» **Records for this task**:

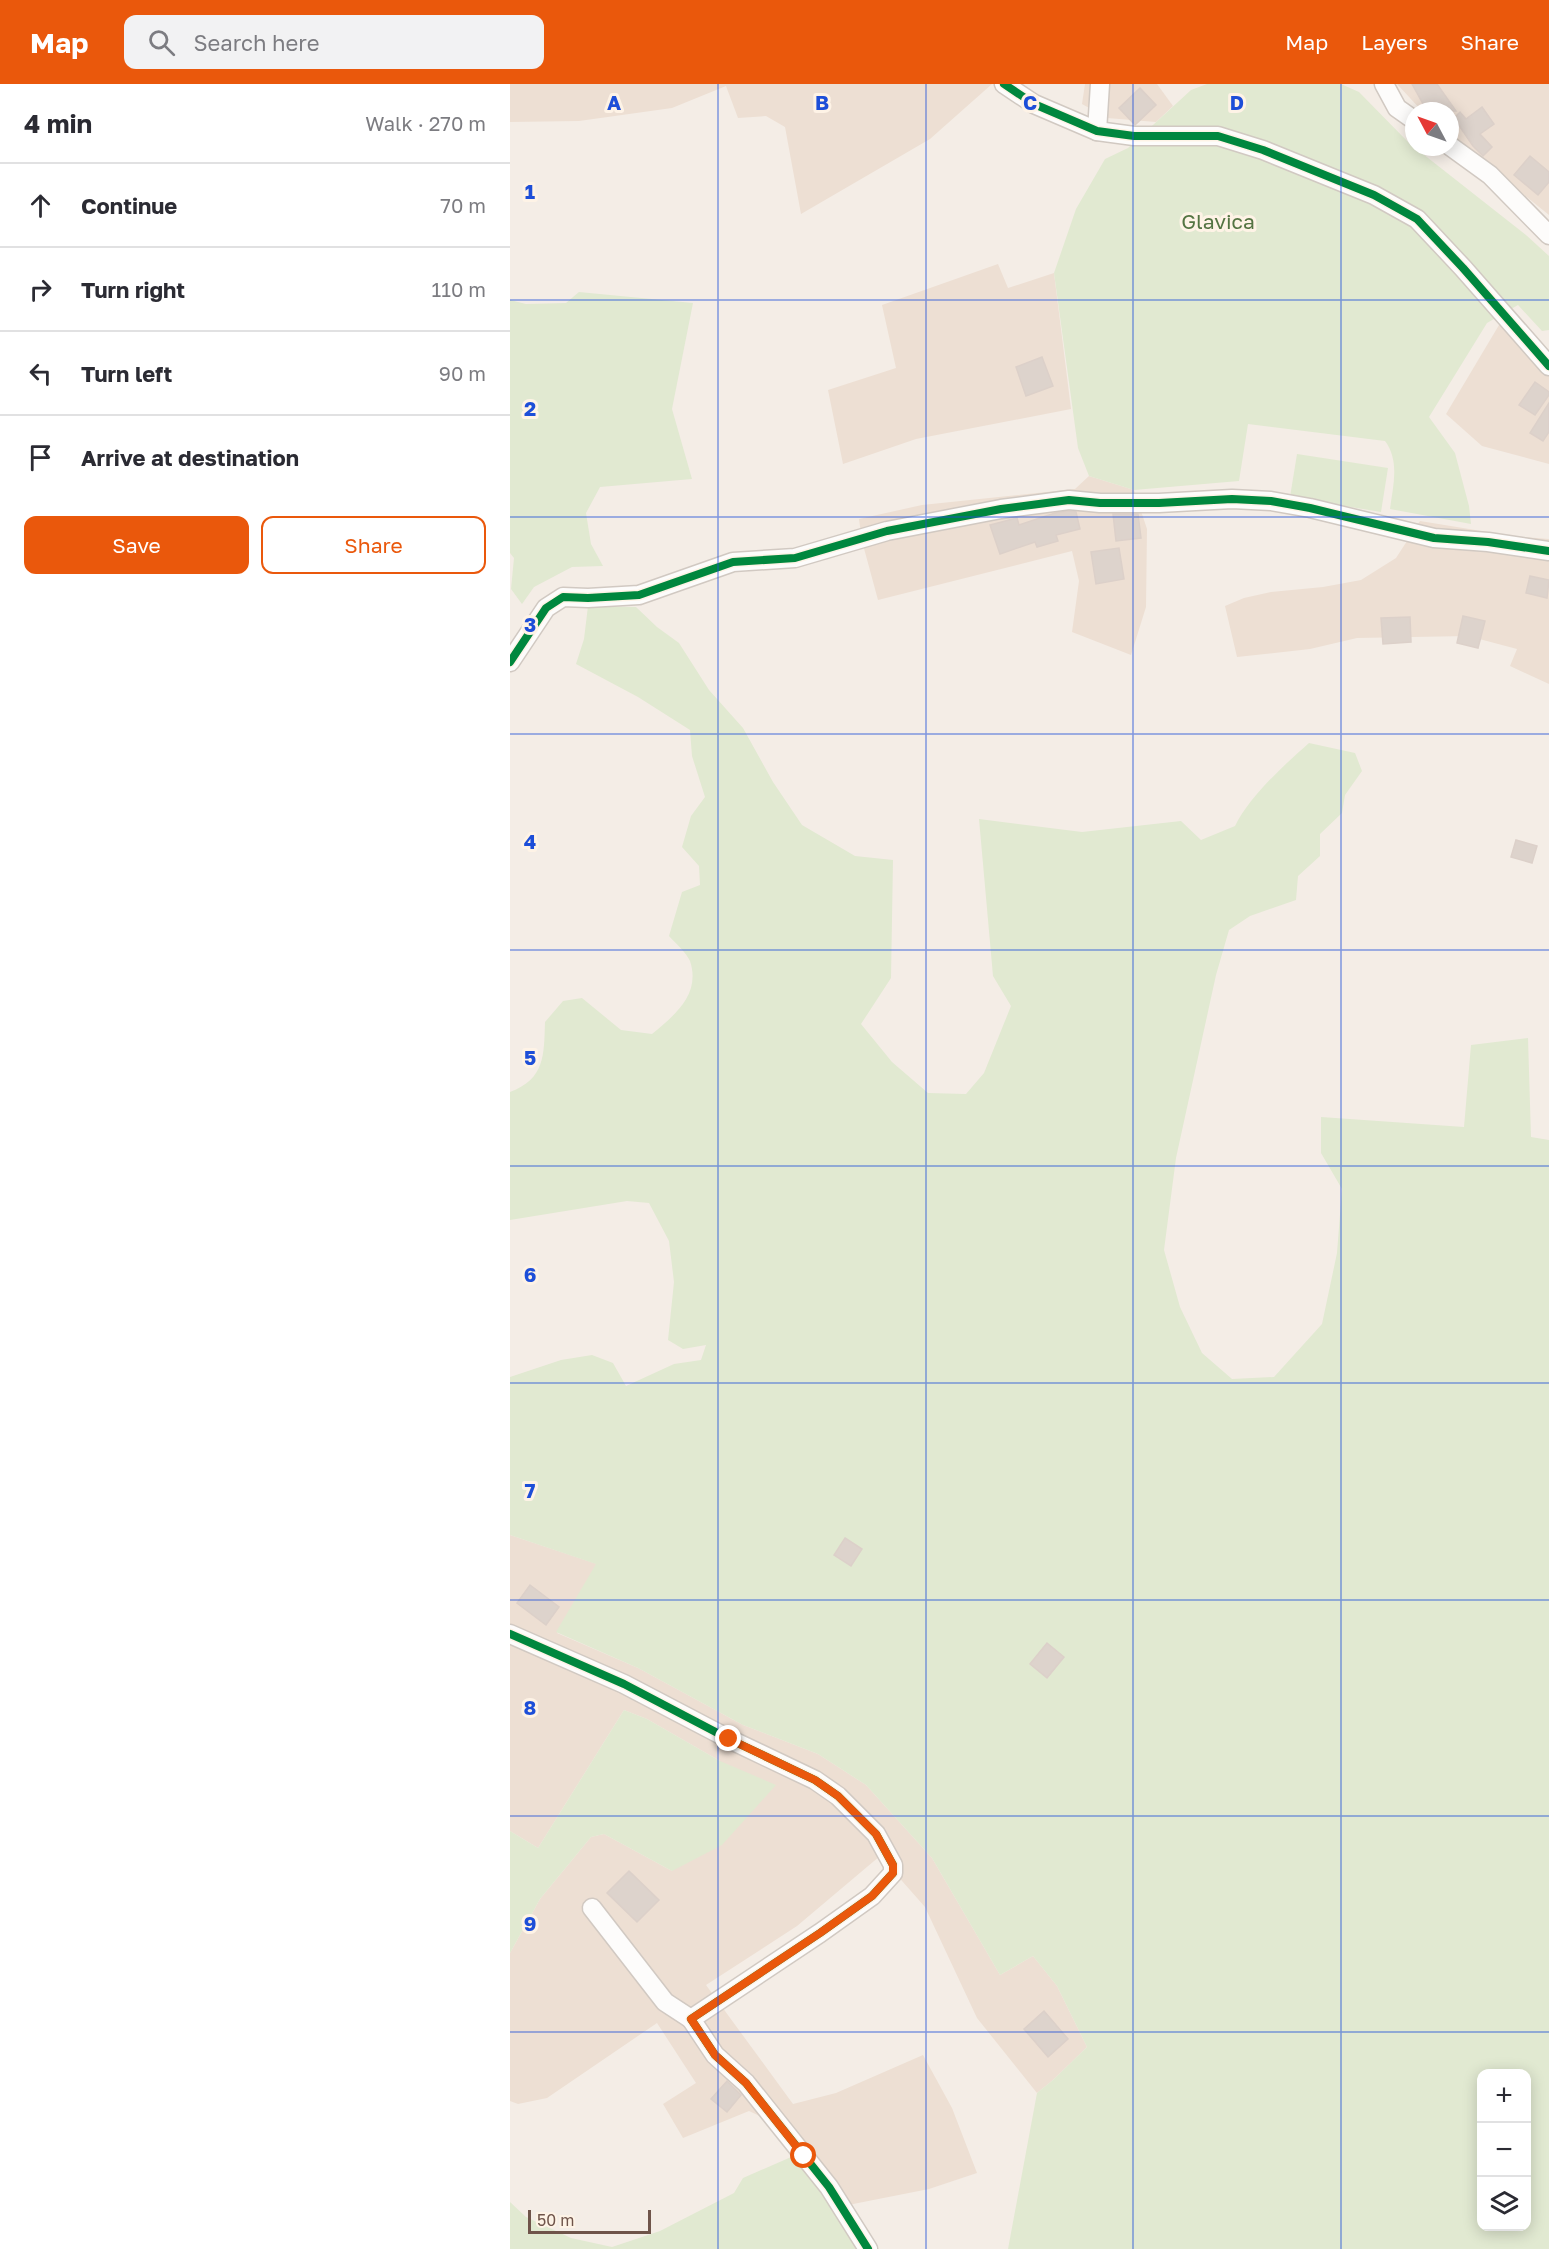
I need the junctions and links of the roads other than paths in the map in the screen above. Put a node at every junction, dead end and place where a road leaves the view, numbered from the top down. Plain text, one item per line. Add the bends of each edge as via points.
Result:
1 (1004, 84) edge
2 (1100, 84) edge
3 (1384, 84) edge
4 (1405, 113) edge
5 (1097, 131) junction
6 (1459, 153) edge
7 (1549, 235) edge
8 (1549, 366) edge
9 (1549, 551) edge
10 (510, 662) edge
11 (510, 1634) edge
12 (592, 1908) dead end
13 (691, 2019) junction
14 (868, 2249) edge

1 - 5 street via 1034,104
2 - 5 street
3 - 4 street
5 - 8 street via 1134,136 1218,136 1374,195 1417,219
6 - 7 street via 1490,175
9 - 10 street via 1434,538 1271,501 1069,500 887,531 795,558 733,562 639,595 563,597 546,608
11 - 13 street via 624,1684 815,1780 838,1796 876,1834 893,1865 893,1873 872,1896
12 - 13 street via 665,2002
13 - 14 street via 715,2055 746,2083 829,2187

» **Your goal**: The entire listing above, word for word and without pictures, is what should be output.

» **Result of this task**:
I need the junctions and links of the roads other than paths in the map in the screen above. Put a node at every junction, dead end and place where a road leaves the view, numbered from the top down. Plain text, one item per line. Add the bends of each edge as via points.
Result:
1 (1004, 84) edge
2 (1100, 84) edge
3 (1384, 84) edge
4 (1405, 113) edge
5 (1097, 131) junction
6 (1459, 153) edge
7 (1549, 235) edge
8 (1549, 366) edge
9 (1549, 551) edge
10 (510, 662) edge
11 (510, 1634) edge
12 (592, 1908) dead end
13 (691, 2019) junction
14 (868, 2249) edge

1 - 5 street via 1034,104
2 - 5 street
3 - 4 street
5 - 8 street via 1134,136 1218,136 1374,195 1417,219
6 - 7 street via 1490,175
9 - 10 street via 1434,538 1271,501 1069,500 887,531 795,558 733,562 639,595 563,597 546,608
11 - 13 street via 624,1684 815,1780 838,1796 876,1834 893,1865 893,1873 872,1896
12 - 13 street via 665,2002
13 - 14 street via 715,2055 746,2083 829,2187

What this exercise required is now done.